• Records supplied:
■ ■ ■

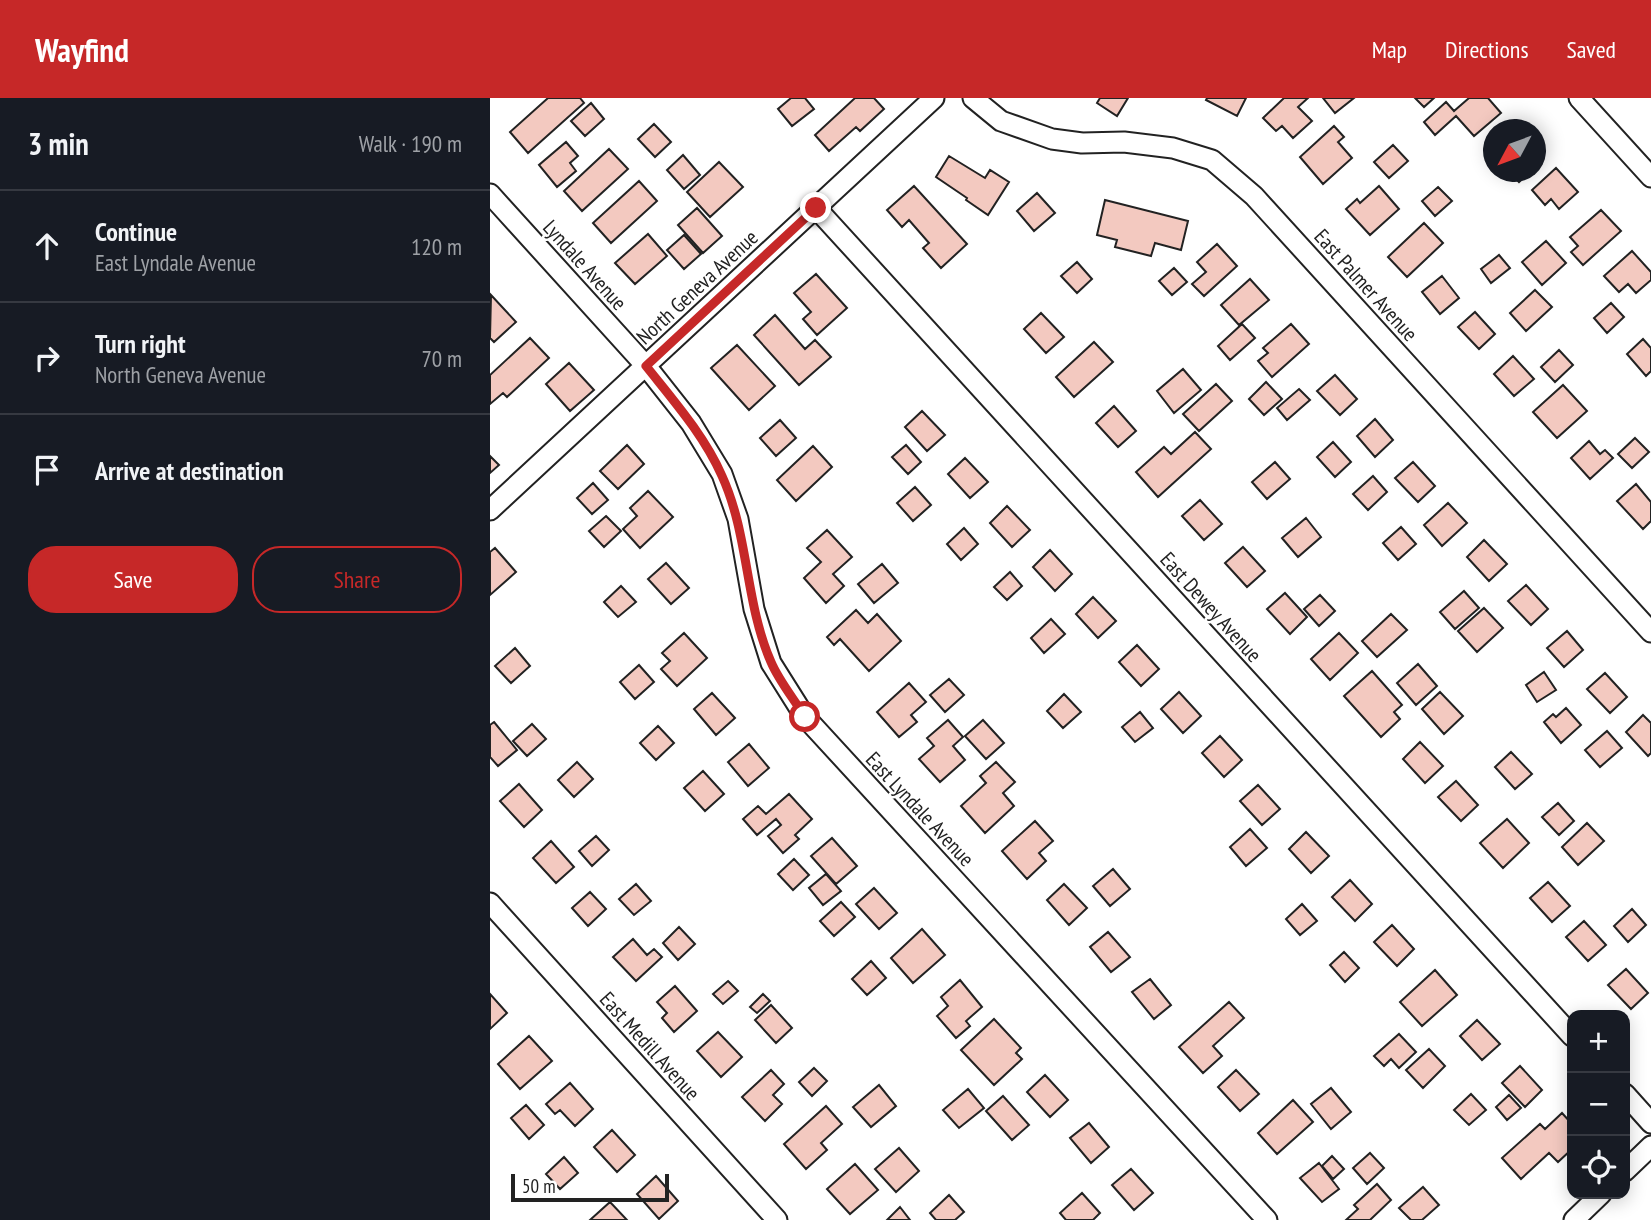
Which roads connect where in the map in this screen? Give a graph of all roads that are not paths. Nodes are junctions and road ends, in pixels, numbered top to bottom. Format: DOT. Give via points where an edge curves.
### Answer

■ ■ ■

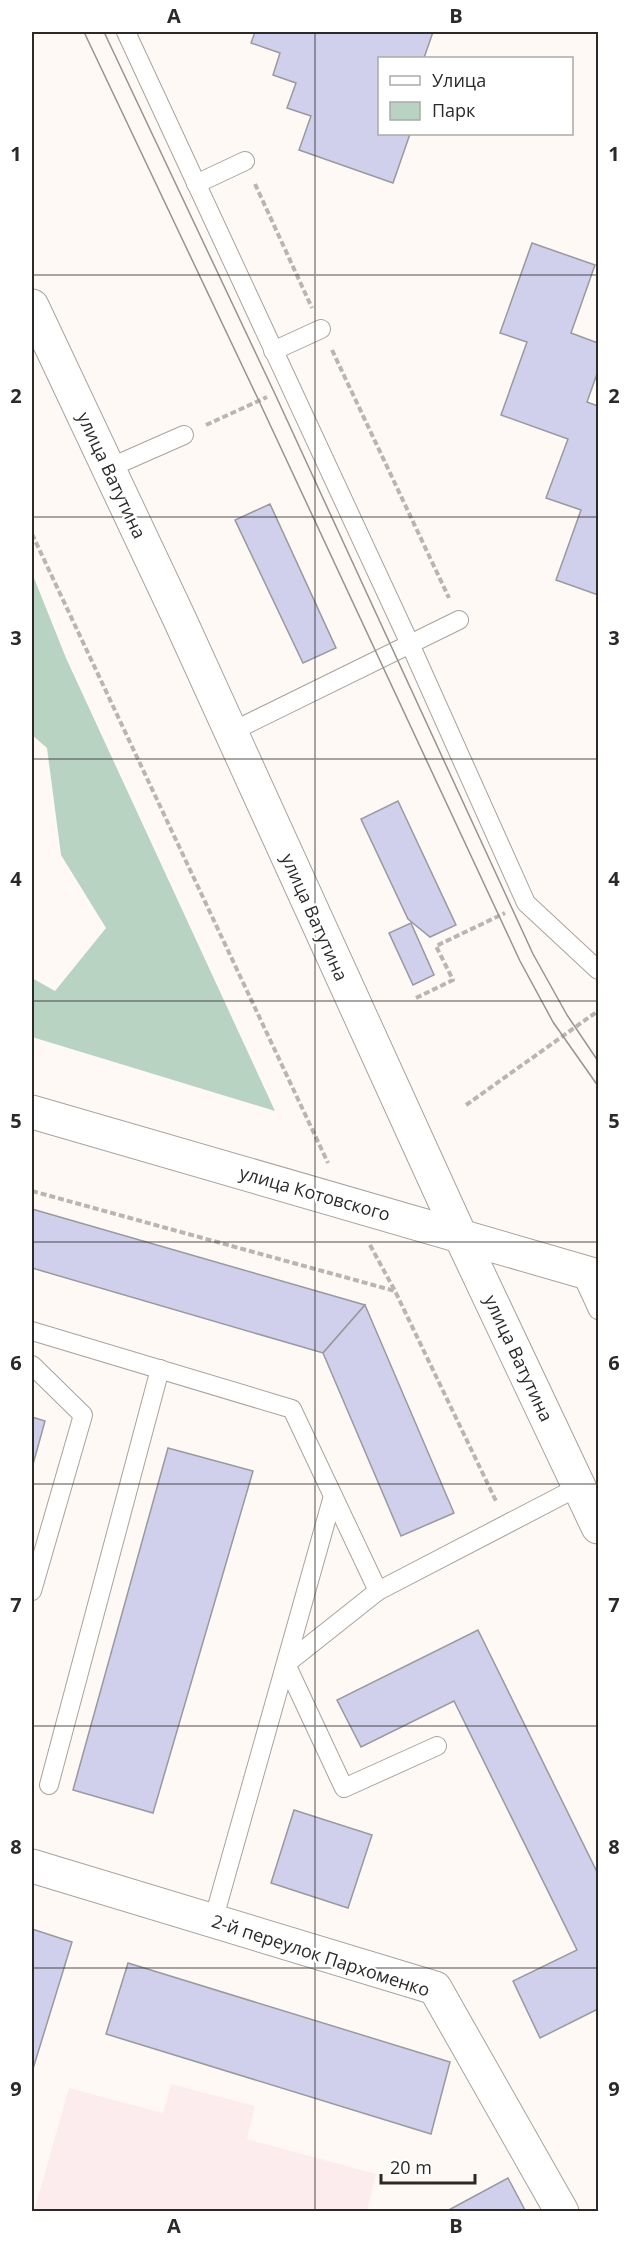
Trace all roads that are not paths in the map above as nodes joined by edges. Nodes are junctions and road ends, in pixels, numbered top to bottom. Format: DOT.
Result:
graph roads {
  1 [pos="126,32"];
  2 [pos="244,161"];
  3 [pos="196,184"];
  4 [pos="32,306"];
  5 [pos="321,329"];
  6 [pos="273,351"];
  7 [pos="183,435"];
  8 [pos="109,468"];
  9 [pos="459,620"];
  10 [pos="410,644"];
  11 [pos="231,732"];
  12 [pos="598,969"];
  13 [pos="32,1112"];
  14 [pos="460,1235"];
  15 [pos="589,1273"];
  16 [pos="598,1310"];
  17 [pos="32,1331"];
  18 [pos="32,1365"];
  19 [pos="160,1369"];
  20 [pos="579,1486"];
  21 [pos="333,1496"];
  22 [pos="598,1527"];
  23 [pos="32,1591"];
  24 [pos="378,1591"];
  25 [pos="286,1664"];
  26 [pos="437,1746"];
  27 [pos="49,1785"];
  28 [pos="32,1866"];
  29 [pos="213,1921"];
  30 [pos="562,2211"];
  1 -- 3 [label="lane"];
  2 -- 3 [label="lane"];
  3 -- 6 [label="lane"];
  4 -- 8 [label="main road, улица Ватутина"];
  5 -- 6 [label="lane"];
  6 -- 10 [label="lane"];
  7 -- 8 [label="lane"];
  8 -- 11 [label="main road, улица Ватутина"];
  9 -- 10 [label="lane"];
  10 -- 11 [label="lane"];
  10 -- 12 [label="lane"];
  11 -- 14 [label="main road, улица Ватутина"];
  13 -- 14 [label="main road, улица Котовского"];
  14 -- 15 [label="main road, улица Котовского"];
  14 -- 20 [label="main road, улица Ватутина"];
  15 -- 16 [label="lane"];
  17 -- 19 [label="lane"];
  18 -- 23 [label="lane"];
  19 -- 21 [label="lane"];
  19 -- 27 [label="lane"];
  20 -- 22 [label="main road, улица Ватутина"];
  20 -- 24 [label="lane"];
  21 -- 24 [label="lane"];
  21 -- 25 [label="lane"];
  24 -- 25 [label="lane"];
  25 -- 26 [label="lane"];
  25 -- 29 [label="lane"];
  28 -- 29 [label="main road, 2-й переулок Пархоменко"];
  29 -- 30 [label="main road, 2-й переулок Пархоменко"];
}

■ ■ ■

• Task instructions: Return every line of the entries above that the string "junctions" appears in.

• Response to this exercise:
Which roads connect where in the map in this screen? Give a graph of all roads that are not paths. Nodes are junctions and road ends, in pixels, numbered top to bottom. Format: DOT. Give via points where an edge curves.
Trace all roads that are not paths in the map above as nodes joined by edges. Nodes are junctions and road ends, in pixels, numbered top to bottom. Format: DOT.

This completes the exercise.